Michael Bennett explains OTAs absence after 1st Eagles practice

After his first practice as a member of the Eagles, Michael Bennett spent a few moments chatting with owner Jeff Lurie. Catching up. 

See, Bennett was with the Eagles earlier this spring, but skipped the team’s voluntary OTAs before reporting to mandatory camp on Monday morning. 

The 32-year-old NFL veteran had a pretty simple reason for skipping OTAs: they’re voluntary. 

“It’s the only job in the world that’s voluntary that people expect you to show up,” Bennett said, after he finally left Lurie’s side. “For me, the offseason is always about how to be a better parent and a better husband. So every year, I work with my kids, teaching them after school, coaching basketball, doing whatever I can. That’s the best thing about the offseason.” 

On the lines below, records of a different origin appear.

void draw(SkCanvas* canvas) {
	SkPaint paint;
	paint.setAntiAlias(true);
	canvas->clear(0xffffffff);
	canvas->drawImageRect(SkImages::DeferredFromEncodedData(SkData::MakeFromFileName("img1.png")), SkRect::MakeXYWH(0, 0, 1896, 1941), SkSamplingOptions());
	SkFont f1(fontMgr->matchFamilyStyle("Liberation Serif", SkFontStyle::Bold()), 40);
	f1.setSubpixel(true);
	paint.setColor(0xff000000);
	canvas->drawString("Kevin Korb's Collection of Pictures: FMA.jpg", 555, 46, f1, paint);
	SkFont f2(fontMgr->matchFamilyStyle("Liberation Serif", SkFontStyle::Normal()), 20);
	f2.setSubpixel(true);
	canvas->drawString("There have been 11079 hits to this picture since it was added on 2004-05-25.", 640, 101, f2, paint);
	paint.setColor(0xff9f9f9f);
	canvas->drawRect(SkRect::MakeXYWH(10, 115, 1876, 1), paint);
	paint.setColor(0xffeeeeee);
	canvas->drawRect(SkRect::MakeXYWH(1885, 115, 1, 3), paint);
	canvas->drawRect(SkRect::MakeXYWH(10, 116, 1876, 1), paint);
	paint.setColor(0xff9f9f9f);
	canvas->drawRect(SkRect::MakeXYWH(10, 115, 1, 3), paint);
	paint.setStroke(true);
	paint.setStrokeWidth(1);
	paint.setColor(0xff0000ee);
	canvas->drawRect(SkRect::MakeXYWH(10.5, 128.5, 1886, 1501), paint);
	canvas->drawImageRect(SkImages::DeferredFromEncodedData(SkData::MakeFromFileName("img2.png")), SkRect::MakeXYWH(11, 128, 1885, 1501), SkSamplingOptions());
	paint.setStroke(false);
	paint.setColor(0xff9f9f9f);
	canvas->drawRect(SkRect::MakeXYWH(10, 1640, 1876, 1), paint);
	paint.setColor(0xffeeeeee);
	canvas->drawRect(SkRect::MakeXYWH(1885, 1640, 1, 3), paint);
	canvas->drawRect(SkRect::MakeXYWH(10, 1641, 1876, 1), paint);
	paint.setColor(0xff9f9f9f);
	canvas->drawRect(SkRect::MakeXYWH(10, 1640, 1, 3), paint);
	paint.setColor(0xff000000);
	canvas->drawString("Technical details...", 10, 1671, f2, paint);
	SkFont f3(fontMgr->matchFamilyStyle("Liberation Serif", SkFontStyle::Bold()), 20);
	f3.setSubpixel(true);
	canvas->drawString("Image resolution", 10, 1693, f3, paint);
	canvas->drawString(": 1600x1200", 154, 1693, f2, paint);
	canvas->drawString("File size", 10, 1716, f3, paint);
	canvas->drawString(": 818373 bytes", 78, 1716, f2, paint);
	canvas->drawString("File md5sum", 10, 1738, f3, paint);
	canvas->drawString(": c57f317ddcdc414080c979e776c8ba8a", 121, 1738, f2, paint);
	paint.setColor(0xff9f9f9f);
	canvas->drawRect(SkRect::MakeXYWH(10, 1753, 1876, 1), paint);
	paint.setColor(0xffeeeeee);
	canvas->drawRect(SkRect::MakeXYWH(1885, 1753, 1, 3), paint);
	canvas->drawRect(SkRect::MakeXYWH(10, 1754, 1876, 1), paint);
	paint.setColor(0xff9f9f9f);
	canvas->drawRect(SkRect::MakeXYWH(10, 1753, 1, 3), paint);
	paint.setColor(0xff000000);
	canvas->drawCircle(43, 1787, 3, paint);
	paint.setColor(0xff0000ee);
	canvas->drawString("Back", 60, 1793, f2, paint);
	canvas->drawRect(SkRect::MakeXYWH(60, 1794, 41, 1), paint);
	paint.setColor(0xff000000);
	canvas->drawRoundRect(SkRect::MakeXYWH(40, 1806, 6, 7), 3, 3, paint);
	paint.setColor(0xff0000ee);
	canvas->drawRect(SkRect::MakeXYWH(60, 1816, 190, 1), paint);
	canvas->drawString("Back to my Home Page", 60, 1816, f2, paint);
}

Even during his time in Seattle, Bennett skipped the voluntary workouts. Maybe it’s more troubling now that he’s trying to fit into a new defense in Philly, but his coaches didn’t seem too worried. Neither did his teammates. 

In fact, Bennett said he had been texting with some of his fellow defensive linemen like Fletcher Cox and Brandon Graham during his time away from the team. Bennett said he wants to first know his teammates as men before he knows them as football players. 

Tuesday was just Day 1 for Bennett in an Eagles uniform, but he already seems to be fitting in. He already feels “pretty comfortable” with the playbook and seems to be a logical fit in the locker room. 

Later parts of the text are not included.